Work instruction
Every line from the one with "Task: Dump the" through the end of the records below should be restated word for word, and nothing outside that span.

━━━━━ Data to process ━━━━━

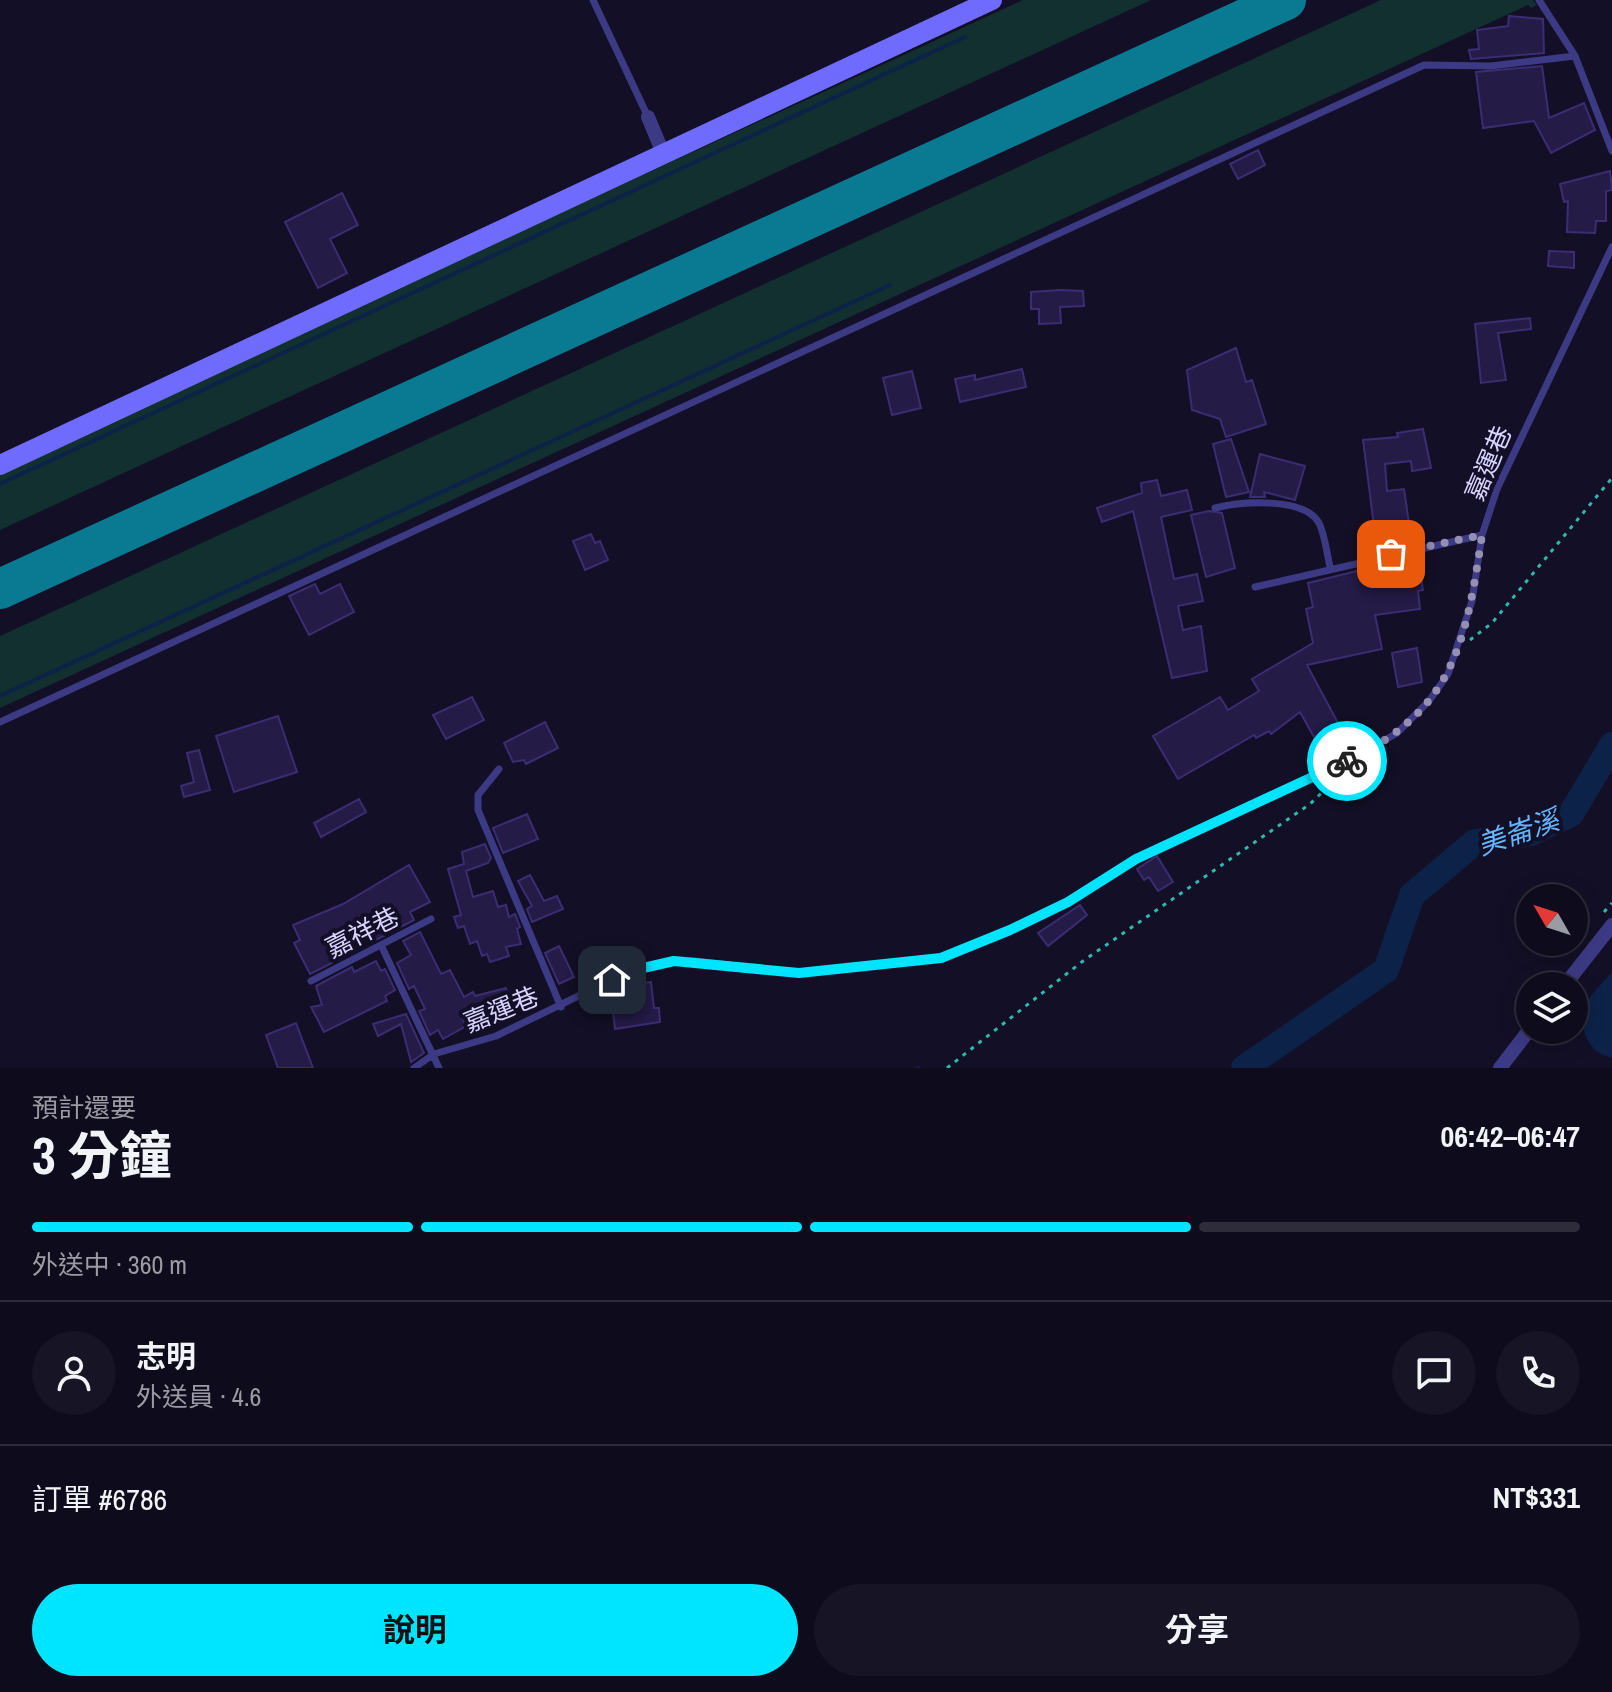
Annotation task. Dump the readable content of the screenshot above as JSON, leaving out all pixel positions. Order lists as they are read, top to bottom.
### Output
{
  "streets": {
    "lane": ["嘉運巷", "嘉祥巷"]
  },
  "water": ["美崙溪"],
  "north": "top left",
  "page": {
    "heading": ["3 分鐘", "預計還要", "06:42–06:47"],
    "panel": [
      "志明",
      "外送員 · 4.6",
      "訂單 #6786",
      "NT$331"
    ],
    "bar": "外送中 · 360 m",
    "buttons": ["說明", "分享"]
  }
}
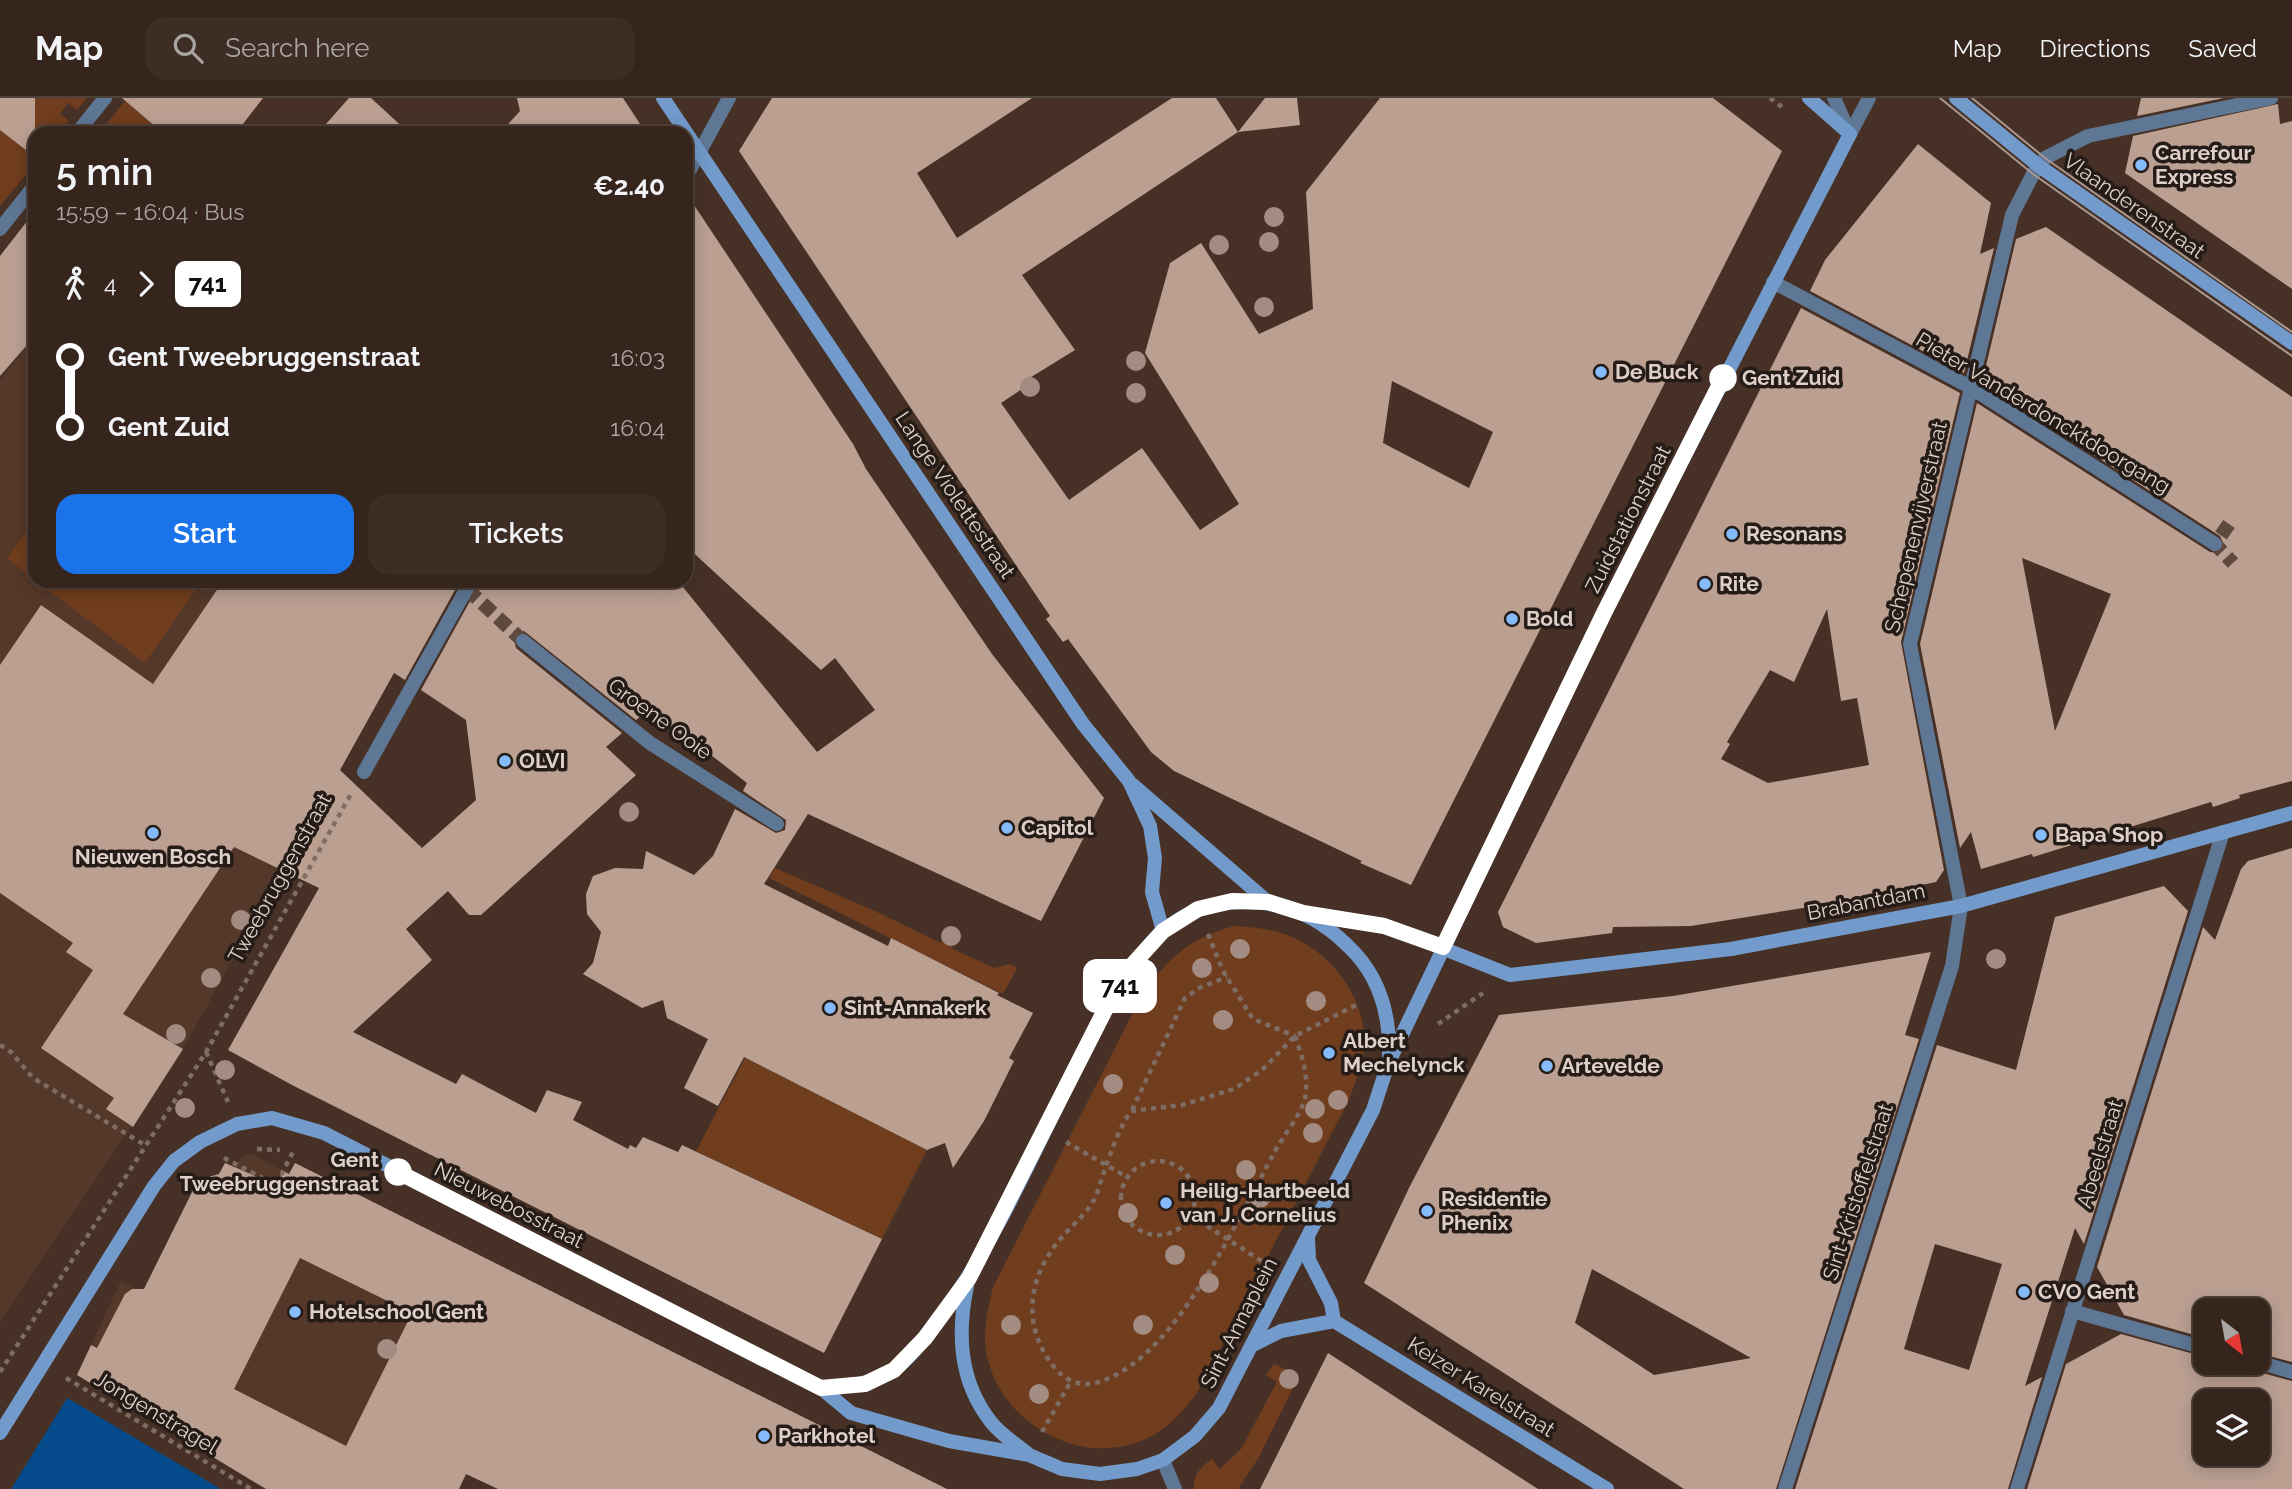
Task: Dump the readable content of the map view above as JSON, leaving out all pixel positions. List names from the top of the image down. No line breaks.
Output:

━━━━━

Expected output
Task: Dump the readable content of the map view above as JSON, leaving out all pixel positions. List names from the top of the image down. No line breaks.
Output:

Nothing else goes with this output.